* **Dataset records**:
- - - - -
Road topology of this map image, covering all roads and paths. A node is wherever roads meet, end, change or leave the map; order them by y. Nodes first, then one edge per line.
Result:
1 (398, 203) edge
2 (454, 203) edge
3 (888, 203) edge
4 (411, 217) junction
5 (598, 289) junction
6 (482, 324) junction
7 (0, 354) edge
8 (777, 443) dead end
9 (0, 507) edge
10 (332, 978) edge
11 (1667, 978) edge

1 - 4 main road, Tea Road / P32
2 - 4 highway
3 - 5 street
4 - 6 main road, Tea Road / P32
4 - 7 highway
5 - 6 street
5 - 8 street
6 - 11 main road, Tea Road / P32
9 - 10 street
- - - - -
The records above must be retyped in full. Keep each one exactly as it is.

Road topology of this map image, covering all roads and paths. A node is wherever roads meet, end, change or leave the map; order them by y. Nodes first, then one edge per line.
Result:
1 (398, 203) edge
2 (454, 203) edge
3 (888, 203) edge
4 (411, 217) junction
5 (598, 289) junction
6 (482, 324) junction
7 (0, 354) edge
8 (777, 443) dead end
9 (0, 507) edge
10 (332, 978) edge
11 (1667, 978) edge

1 - 4 main road, Tea Road / P32
2 - 4 highway
3 - 5 street
4 - 6 main road, Tea Road / P32
4 - 7 highway
5 - 6 street
5 - 8 street
6 - 11 main road, Tea Road / P32
9 - 10 street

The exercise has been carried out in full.